La ambientación temporal es la "correcta", es decir, el período en el que se escribió el relato y la historia sigue de manera inicialmente fiel la contada en la película de Kiersh para desviarse notablemente en la segunda parte. Lo que impacta es el drástico cambio en la escritura de los dos personajes principales, ya no una pareja clásica que encuentra en su amor la fuerza para combatir la secta y el demonio por el que predicaban, sino una pareja al borde del divorcio que nos es presentada justo en medio de una acalorada discusión. Él es un veterano de Vietnam, interpretado por David Anders ("The Vampire Diaries"; "Heroes"), fuerte y preparado para cualquier eventualidad, así como atormentado por los demonios de la guerra, ella es una hermosa y agresiva mujer de color (interpretada por Kandyse McClure de "Battlestar Galactica") que parece tener el control real sobre el desarrollo de la pareja. Esta postura en el cambio del guion original honra al guionista y director Donald P. Borchers, pero también representa su límite primario. Revelando desde el principio la preparación bélica de Burt, podemos imaginar cómo reaccionará ante la presencia de los niños asesinos, anulando de inmediato el pathos hacia el destino de los protagonistas. Estos últimos, además, han sido demasiado cargados de rasgos negativos, resultando por lo más odiosos, con la consiguiente contribución a la anulación de la participación emocional del espectador. El problema es que ni siquiera entre las filas de los niños existe un personaje fuerte que pueda captar la atención y, sobre todo, falta el elemento "bueno" que en la película de Kiersh estaba representado por dos niños que ayudaban a la pareja a desenvolverse entre los mil peligros de Gatlin.

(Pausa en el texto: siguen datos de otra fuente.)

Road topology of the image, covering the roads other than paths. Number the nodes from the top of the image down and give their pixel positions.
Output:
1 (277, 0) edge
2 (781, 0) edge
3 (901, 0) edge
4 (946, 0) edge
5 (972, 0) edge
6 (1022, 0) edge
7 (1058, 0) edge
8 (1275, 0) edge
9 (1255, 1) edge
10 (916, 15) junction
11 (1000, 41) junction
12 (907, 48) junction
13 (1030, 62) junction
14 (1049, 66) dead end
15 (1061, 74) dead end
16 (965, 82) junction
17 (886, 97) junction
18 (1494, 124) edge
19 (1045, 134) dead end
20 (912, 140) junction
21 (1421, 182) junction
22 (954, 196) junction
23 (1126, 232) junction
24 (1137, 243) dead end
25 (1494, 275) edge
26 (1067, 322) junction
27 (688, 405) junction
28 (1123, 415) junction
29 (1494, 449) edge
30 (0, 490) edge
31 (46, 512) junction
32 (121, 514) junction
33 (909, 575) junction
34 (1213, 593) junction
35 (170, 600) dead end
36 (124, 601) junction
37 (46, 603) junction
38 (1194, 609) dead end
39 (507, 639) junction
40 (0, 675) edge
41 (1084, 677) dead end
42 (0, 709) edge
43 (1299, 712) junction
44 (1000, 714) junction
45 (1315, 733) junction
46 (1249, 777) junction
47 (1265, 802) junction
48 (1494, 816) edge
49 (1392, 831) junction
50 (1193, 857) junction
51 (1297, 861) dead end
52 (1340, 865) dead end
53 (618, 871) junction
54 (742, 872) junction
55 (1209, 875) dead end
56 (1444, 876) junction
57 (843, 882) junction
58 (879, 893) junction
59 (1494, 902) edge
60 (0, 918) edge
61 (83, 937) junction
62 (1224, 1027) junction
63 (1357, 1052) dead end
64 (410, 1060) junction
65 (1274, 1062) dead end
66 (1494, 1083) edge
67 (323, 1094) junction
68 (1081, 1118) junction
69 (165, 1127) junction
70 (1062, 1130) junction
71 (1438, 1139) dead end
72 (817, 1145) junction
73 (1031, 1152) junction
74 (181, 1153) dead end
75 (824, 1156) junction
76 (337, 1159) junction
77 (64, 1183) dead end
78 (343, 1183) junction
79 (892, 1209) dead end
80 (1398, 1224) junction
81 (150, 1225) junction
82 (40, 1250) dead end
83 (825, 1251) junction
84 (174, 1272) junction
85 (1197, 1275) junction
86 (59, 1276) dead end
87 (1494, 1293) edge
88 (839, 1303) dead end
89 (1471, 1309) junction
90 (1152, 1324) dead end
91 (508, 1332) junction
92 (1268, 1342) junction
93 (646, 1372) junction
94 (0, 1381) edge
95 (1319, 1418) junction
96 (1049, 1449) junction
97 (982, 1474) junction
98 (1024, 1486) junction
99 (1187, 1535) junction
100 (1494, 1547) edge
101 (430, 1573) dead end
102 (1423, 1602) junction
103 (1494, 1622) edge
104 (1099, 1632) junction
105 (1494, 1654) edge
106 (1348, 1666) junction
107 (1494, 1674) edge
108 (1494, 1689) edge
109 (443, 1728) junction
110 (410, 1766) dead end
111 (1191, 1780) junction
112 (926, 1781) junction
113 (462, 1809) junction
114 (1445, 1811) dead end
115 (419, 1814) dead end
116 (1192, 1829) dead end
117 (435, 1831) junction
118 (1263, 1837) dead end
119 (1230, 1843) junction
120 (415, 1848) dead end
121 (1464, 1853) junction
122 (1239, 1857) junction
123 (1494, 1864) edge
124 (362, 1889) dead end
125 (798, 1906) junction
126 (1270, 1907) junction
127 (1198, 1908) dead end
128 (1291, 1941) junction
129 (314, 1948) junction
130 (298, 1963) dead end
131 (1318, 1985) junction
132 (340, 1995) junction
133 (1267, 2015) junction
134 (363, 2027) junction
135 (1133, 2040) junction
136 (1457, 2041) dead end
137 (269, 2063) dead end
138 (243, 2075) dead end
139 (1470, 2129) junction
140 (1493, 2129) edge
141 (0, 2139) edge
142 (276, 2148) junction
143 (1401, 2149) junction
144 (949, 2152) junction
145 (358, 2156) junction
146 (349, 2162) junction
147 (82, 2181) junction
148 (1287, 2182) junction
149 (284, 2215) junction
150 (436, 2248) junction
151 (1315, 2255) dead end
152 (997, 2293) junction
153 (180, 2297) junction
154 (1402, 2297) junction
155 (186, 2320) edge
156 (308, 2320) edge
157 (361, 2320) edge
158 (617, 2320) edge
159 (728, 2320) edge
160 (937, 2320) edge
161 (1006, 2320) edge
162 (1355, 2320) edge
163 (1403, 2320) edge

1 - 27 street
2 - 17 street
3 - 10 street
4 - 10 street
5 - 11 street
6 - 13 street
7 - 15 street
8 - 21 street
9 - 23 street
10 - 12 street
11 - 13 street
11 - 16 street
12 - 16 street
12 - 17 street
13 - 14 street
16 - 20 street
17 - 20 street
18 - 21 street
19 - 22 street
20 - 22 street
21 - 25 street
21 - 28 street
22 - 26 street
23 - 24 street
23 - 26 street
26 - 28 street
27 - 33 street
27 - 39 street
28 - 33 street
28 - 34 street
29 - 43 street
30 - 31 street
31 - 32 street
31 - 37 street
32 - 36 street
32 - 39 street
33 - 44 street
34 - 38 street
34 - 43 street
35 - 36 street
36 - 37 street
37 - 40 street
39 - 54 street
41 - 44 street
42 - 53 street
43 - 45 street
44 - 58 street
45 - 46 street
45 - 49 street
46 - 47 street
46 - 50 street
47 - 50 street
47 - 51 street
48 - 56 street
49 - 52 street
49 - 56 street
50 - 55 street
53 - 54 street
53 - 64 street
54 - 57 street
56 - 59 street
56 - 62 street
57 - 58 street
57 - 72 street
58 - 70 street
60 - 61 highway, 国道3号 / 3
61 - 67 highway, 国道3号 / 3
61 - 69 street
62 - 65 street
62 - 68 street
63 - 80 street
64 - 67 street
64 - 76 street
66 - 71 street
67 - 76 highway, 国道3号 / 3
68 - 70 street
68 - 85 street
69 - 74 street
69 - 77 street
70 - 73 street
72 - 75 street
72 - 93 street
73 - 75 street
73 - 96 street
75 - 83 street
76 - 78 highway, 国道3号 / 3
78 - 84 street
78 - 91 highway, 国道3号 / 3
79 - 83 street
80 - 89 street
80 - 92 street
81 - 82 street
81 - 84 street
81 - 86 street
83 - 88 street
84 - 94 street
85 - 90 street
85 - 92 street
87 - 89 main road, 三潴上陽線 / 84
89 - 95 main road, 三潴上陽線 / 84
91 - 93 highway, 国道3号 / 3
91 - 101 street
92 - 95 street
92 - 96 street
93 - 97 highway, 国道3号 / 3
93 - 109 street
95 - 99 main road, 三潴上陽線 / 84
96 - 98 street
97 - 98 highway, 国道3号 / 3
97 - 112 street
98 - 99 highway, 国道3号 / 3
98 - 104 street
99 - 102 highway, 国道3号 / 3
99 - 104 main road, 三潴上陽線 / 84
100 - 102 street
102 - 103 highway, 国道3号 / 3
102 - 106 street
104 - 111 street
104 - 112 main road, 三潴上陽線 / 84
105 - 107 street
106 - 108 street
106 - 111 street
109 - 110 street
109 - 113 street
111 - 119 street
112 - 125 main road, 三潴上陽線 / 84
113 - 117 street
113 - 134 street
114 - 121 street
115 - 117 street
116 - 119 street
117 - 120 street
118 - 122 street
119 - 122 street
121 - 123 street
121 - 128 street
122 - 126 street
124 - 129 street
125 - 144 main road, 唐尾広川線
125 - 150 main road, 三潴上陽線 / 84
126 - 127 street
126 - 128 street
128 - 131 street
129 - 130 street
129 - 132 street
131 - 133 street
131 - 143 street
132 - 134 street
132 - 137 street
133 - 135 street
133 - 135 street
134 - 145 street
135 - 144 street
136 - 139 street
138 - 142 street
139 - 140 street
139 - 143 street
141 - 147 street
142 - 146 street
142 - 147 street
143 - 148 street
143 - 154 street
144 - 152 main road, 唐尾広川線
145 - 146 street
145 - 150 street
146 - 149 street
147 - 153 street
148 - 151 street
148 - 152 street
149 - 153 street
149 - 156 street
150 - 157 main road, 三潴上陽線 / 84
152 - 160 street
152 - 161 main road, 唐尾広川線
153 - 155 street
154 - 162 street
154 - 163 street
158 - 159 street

Aquí cada niño es perverso y reprobable y ninguno se destaca sobre el otro, comenzando por el líder anónimo Isaac (Preston Bailey) y el poco incisivo Malachai (Daniel Newman), su mano derecha.
A Borchers, director de esta película, parece interesarle más que los protagonistas positivos y los personajes en general, describir con agudeza casi antropológica la vida de los niños dedicados al dios del maíz, con tanto detalle sobre su orden de sucesión y rituales de apareamiento y muerte.
Llaman la atención aquí y allá algunas inusuales elecciones narrativas capaces incluso de sorprender al espectador, no falta la concesión a los detalles más sangrientos, pero en general se tiene la sensación de haber asistido a una operación inútil y absolutamente injustificable dirigida a explotar una franquicia decididamente desgastada.